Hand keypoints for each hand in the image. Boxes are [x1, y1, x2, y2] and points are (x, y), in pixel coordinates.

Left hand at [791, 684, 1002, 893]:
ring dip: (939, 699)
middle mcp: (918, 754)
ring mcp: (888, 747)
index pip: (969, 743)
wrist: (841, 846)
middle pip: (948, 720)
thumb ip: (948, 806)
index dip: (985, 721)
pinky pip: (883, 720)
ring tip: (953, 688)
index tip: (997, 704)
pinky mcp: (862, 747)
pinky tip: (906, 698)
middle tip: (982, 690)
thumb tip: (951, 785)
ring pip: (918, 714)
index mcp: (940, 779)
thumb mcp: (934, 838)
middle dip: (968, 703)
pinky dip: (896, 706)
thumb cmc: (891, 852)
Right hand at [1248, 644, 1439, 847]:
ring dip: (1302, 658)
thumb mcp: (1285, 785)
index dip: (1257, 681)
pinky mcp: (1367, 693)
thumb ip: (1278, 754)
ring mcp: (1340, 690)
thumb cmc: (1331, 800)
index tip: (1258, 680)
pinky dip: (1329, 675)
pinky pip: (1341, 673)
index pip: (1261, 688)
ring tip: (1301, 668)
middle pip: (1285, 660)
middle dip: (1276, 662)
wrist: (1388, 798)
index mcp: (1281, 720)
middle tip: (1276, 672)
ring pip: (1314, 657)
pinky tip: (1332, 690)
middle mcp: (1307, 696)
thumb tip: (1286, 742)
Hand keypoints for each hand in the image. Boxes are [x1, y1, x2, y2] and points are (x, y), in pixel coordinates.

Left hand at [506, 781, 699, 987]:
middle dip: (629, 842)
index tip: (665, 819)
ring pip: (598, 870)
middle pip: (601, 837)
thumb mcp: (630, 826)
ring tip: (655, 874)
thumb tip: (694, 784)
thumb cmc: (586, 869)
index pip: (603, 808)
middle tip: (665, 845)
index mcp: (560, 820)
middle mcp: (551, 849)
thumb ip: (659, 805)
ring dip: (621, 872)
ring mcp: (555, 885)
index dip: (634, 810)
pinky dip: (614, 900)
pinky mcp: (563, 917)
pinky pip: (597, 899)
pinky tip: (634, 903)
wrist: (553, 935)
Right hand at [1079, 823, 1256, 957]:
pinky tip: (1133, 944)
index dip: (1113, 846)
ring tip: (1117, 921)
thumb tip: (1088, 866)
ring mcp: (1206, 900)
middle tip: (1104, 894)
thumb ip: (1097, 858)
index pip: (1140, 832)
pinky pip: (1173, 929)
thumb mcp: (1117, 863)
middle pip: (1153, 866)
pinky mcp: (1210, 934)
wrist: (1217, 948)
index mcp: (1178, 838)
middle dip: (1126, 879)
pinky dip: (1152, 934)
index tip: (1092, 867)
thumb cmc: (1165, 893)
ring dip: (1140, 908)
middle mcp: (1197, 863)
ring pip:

*-*-*

Problem requirements
Give again, exactly, every line from the one holding "ring mcp: (1206, 900)" to the last line of the data.

Result for this task
ring mcp: (1206, 900)
middle tip: (1104, 894)
thumb ip: (1097, 858)
index pip: (1140, 832)
pinky pip: (1173, 929)
thumb mcp: (1117, 863)
middle pip: (1153, 866)
pinky mcp: (1210, 934)
wrist: (1217, 948)
index mcp: (1178, 838)
middle dip: (1126, 879)
pinky dip: (1152, 934)
index tip: (1092, 867)
thumb cmc: (1165, 893)
ring dip: (1140, 908)
middle mcp: (1197, 863)
ring pip:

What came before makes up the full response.